PROBLEM TO WORK ON
Search the records for "async". Copy every line where it appears.

(Saved entries)
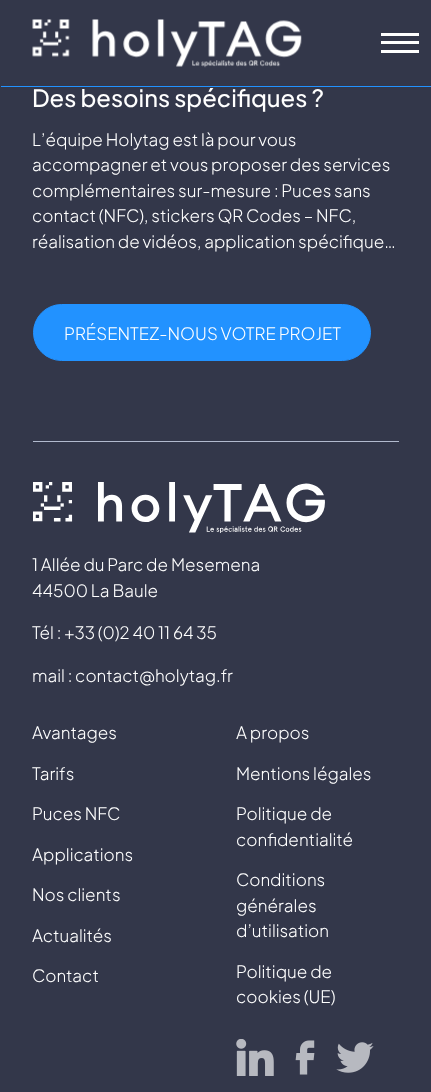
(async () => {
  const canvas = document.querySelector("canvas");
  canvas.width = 431;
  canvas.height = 1092;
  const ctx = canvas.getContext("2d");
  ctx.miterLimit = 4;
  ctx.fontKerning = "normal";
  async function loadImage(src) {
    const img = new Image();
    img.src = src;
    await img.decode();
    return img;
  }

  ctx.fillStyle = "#33374a";
  ctx.fillRect(0, 0, 431, 1092);
  ctx.drawImage(await loadImage("img/1.png"), 32, 19, 270, 49);
  for (const [x, y, w, h, color] of [
    [381, 33, 38, 3, "#ffffff"],
    [381, 41, 38, 3, "#ffffff"],
    [381, 50, 38, 3, "#ffffff"],
    [1, 86, 430, 1, "#2292ff"],
    [33, 441, 366, 1, "#b2bace"],
  ]) {
    ctx.fillStyle = color;
    ctx.fillRect(x, y, w, h);
  }
  ctx.fillStyle = "#2292ff";
  ctx.beginPath();
  ctx.roundRect(33.5, 304.5, 337, 56, 28);
  ctx.fill();
  ctx.strokeStyle = "#2292ff";
  ctx.stroke();
  ctx.drawImage(await loadImage("img/2.png"), 33, 482, 292, 51);
  ctx.drawImage(await loadImage("img/3.png"), 236, 1039, 38, 37);
  ctx.drawImage(await loadImage("img/4.png"), 295, 1040, 20, 35);
  ctx.drawImage(await loadImage("img/5.png"), 336, 1042, 38, 31);
  ctx.font = "500 23.75px Plus Jakarta Sans";
  ctx.fillStyle = "#ffffff";
  ctx.fillText("Des besoins spécifiques ?", 32, 107);
  ctx.font = "300 17px Plus Jakarta Sans";
  for (const [text, x, y] of [
    ["L’équipe Holytag est là pour vous", 32, 146],
    ["accompagner et vous proposer des services", 32, 171],
    ["complémentaires sur-mesure : Puces sans", 32, 197],
    ["contact (NFC), stickers QR Codes – NFC,", 32, 222],
    ["réalisation de vidéos, application spécifique…", 32, 248],
    ["PRÉSENTEZ-NOUS VOTRE PROJET", 64, 340],
    ["1 Allée du Parc de Mesemena", 32, 571],
    ["44500 La Baule", 32, 597],
    ["Tél : +33 (0)2 40 11 64 35", 32, 639],
    ["mail : contact@holytag.fr", 32, 682],
    ["Avantages", 32, 739],
    ["Tarifs", 32, 780],
    ["Puces NFC", 32, 820],
    ["Applications", 32, 861],
    ["Nos clients", 32, 901],
    ["Actualités", 32, 942],
    ["Contact", 32, 982],
    ["A propos", 236, 739],
    ["Mentions légales", 236, 780],
    ["Politique de", 236, 820],
    ["confidentialité", 236, 846],
    ["Conditions", 236, 886],
    ["générales", 236, 912],
    ["d’utilisation", 236, 937],
    ["Politique de", 236, 978],
    ["cookies (UE)", 236, 1003],
  ]) {
    ctx.fillText(text, x, y);
  }
})();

ANSWER TO THE EXERCISE
(async () => {
  async function loadImage(src) {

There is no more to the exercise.